__How to complete this task__: Make a verbatim copy of the records; pictures stay out.

[Opening Task inputs section]

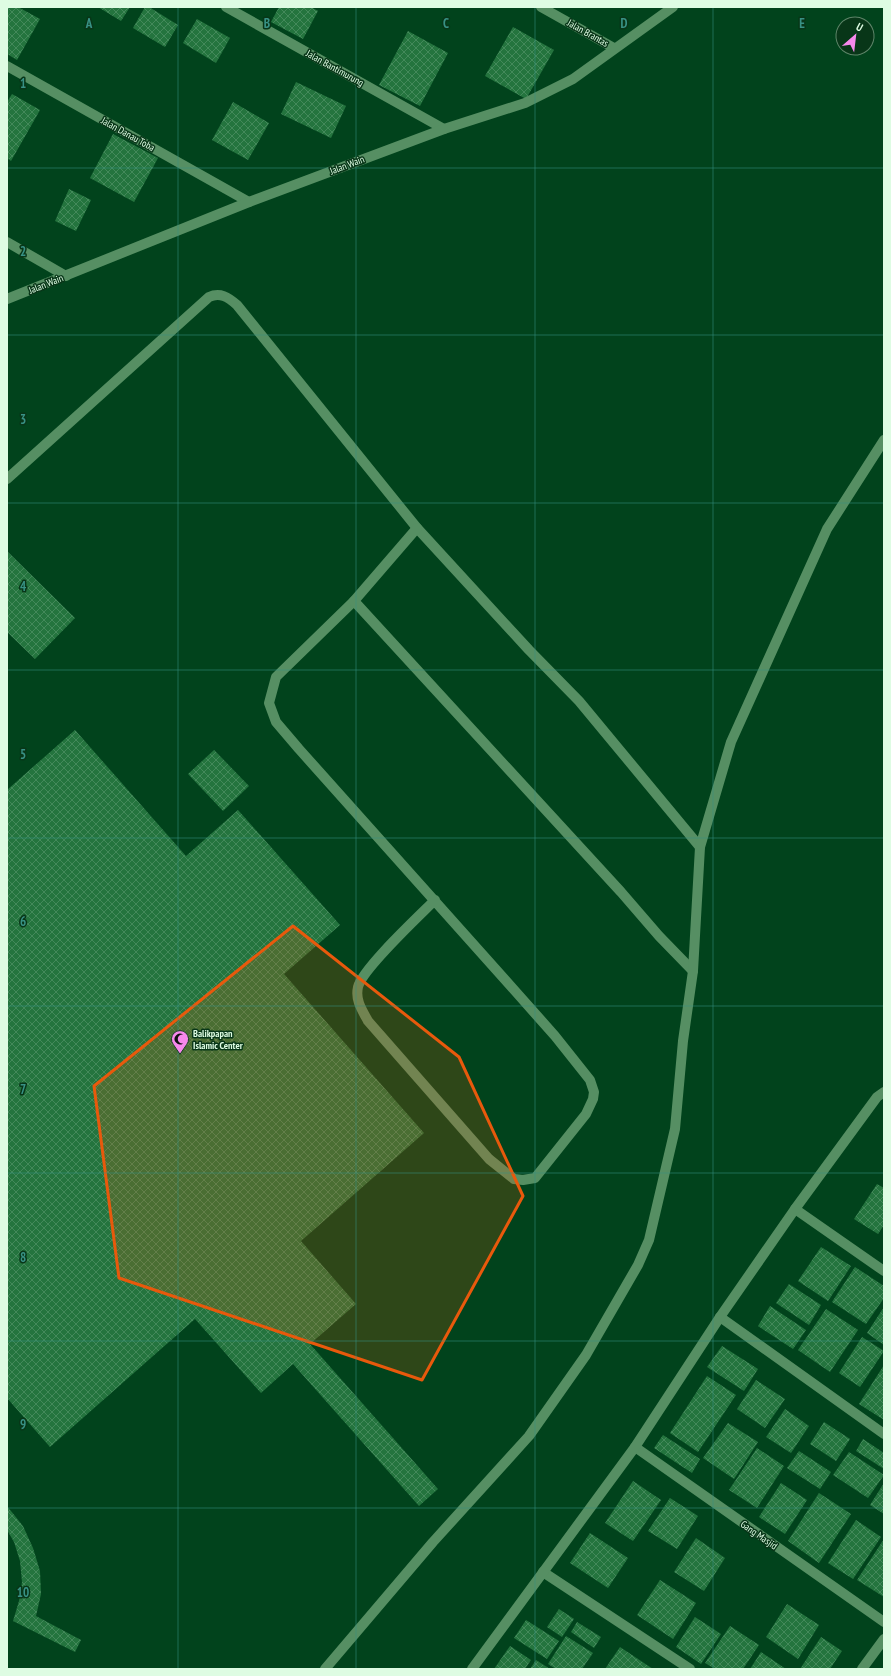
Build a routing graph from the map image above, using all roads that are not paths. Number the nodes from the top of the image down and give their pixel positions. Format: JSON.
{"nodes":[{"id":1,"x":226,"y":7,"type":"edge"},
{"id":2,"x":541,"y":7,"type":"edge"},
{"id":3,"x":673,"y":7,"type":"edge"},
{"id":4,"x":614,"y":48,"type":"junction"},
{"id":5,"x":7,"y":66,"type":"edge"},
{"id":6,"x":444,"y":129,"type":"junction"},
{"id":7,"x":250,"y":202,"type":"junction"},
{"id":8,"x":7,"y":242,"type":"edge"},
{"id":9,"x":66,"y":276,"type":"junction"},
{"id":10,"x":7,"y":299,"type":"edge"},
{"id":11,"x":884,"y":440,"type":"edge"},
{"id":12,"x":7,"y":479,"type":"edge"},
{"id":13,"x":417,"y":528,"type":"junction"},
{"id":14,"x":354,"y":601,"type":"junction"},
{"id":15,"x":700,"y":847,"type":"junction"},
{"id":16,"x":435,"y":900,"type":"junction"},
{"id":17,"x":693,"y":971,"type":"junction"},
{"id":18,"x":882,"y":1097,"type":"edge"},
{"id":19,"x":795,"y":1209,"type":"junction"},
{"id":20,"x":884,"y":1271,"type":"edge"},
{"id":21,"x":720,"y":1317,"type":"junction"},
{"id":22,"x":884,"y":1434,"type":"edge"},
{"id":23,"x":634,"y":1447,"type":"junction"},
{"id":24,"x":543,"y":1572,"type":"junction"},
{"id":25,"x":884,"y":1622,"type":"edge"},
{"id":26,"x":884,"y":1639,"type":"edge"},
{"id":27,"x":325,"y":1669,"type":"edge"},
{"id":28,"x":472,"y":1669,"type":"edge"},
{"id":29,"x":690,"y":1669,"type":"edge"},
{"id":30,"x":862,"y":1669,"type":"edge"}],
"edges":[{"from":1,"to":6,"type":"street","name":"Jalan Bantimurung"},
{"from":2,"to":4,"type":"street","name":"Jalan Brantas"},
{"from":3,"to":4,"type":"street","name":"Jalan Wain"},
{"from":4,"to":6,"type":"street","name":"Jalan Wain"},
{"from":5,"to":7,"type":"street","name":"Jalan Danau Toba"},
{"from":6,"to":7,"type":"street","name":"Jalan Wain"},
{"from":7,"to":9,"type":"street","name":"Jalan Wain"},
{"from":8,"to":9,"type":"street"},
{"from":9,"to":10,"type":"street","name":"Jalan Wain"},
{"from":11,"to":15,"type":"street"},
{"from":12,"to":13,"type":"street"},
{"from":13,"to":14,"type":"street"},
{"from":13,"to":15,"type":"street"},
{"from":14,"to":16,"type":"street"},
{"from":14,"to":17,"type":"street"},
{"from":15,"to":17,"type":"street"},
{"from":16,"to":16,"type":"street"},
{"from":17,"to":27,"type":"street"},
{"from":18,"to":19,"type":"street"},
{"from":19,"to":20,"type":"street"},
{"from":19,"to":21,"type":"street"},
{"from":21,"to":22,"type":"street"},
{"from":21,"to":23,"type":"street"},
{"from":23,"to":24,"type":"street"},
{"from":23,"to":25,"type":"street","name":"Gang Masjid"},
{"from":24,"to":28,"type":"street"},
{"from":24,"to":29,"type":"street"},
{"from":26,"to":30,"type":"street"}]}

[Closing Task inputs section]

__Answer section__:
Build a routing graph from the map image above, using all roads that are not paths. Number the nodes from the top of the image down and give their pixel positions. Format: JSON.
{"nodes":[{"id":1,"x":226,"y":7,"type":"edge"},
{"id":2,"x":541,"y":7,"type":"edge"},
{"id":3,"x":673,"y":7,"type":"edge"},
{"id":4,"x":614,"y":48,"type":"junction"},
{"id":5,"x":7,"y":66,"type":"edge"},
{"id":6,"x":444,"y":129,"type":"junction"},
{"id":7,"x":250,"y":202,"type":"junction"},
{"id":8,"x":7,"y":242,"type":"edge"},
{"id":9,"x":66,"y":276,"type":"junction"},
{"id":10,"x":7,"y":299,"type":"edge"},
{"id":11,"x":884,"y":440,"type":"edge"},
{"id":12,"x":7,"y":479,"type":"edge"},
{"id":13,"x":417,"y":528,"type":"junction"},
{"id":14,"x":354,"y":601,"type":"junction"},
{"id":15,"x":700,"y":847,"type":"junction"},
{"id":16,"x":435,"y":900,"type":"junction"},
{"id":17,"x":693,"y":971,"type":"junction"},
{"id":18,"x":882,"y":1097,"type":"edge"},
{"id":19,"x":795,"y":1209,"type":"junction"},
{"id":20,"x":884,"y":1271,"type":"edge"},
{"id":21,"x":720,"y":1317,"type":"junction"},
{"id":22,"x":884,"y":1434,"type":"edge"},
{"id":23,"x":634,"y":1447,"type":"junction"},
{"id":24,"x":543,"y":1572,"type":"junction"},
{"id":25,"x":884,"y":1622,"type":"edge"},
{"id":26,"x":884,"y":1639,"type":"edge"},
{"id":27,"x":325,"y":1669,"type":"edge"},
{"id":28,"x":472,"y":1669,"type":"edge"},
{"id":29,"x":690,"y":1669,"type":"edge"},
{"id":30,"x":862,"y":1669,"type":"edge"}],
"edges":[{"from":1,"to":6,"type":"street","name":"Jalan Bantimurung"},
{"from":2,"to":4,"type":"street","name":"Jalan Brantas"},
{"from":3,"to":4,"type":"street","name":"Jalan Wain"},
{"from":4,"to":6,"type":"street","name":"Jalan Wain"},
{"from":5,"to":7,"type":"street","name":"Jalan Danau Toba"},
{"from":6,"to":7,"type":"street","name":"Jalan Wain"},
{"from":7,"to":9,"type":"street","name":"Jalan Wain"},
{"from":8,"to":9,"type":"street"},
{"from":9,"to":10,"type":"street","name":"Jalan Wain"},
{"from":11,"to":15,"type":"street"},
{"from":12,"to":13,"type":"street"},
{"from":13,"to":14,"type":"street"},
{"from":13,"to":15,"type":"street"},
{"from":14,"to":16,"type":"street"},
{"from":14,"to":17,"type":"street"},
{"from":15,"to":17,"type":"street"},
{"from":16,"to":16,"type":"street"},
{"from":17,"to":27,"type":"street"},
{"from":18,"to":19,"type":"street"},
{"from":19,"to":20,"type":"street"},
{"from":19,"to":21,"type":"street"},
{"from":21,"to":22,"type":"street"},
{"from":21,"to":23,"type":"street"},
{"from":23,"to":24,"type":"street"},
{"from":23,"to":25,"type":"street","name":"Gang Masjid"},
{"from":24,"to":28,"type":"street"},
{"from":24,"to":29,"type":"street"},
{"from":26,"to":30,"type":"street"}]}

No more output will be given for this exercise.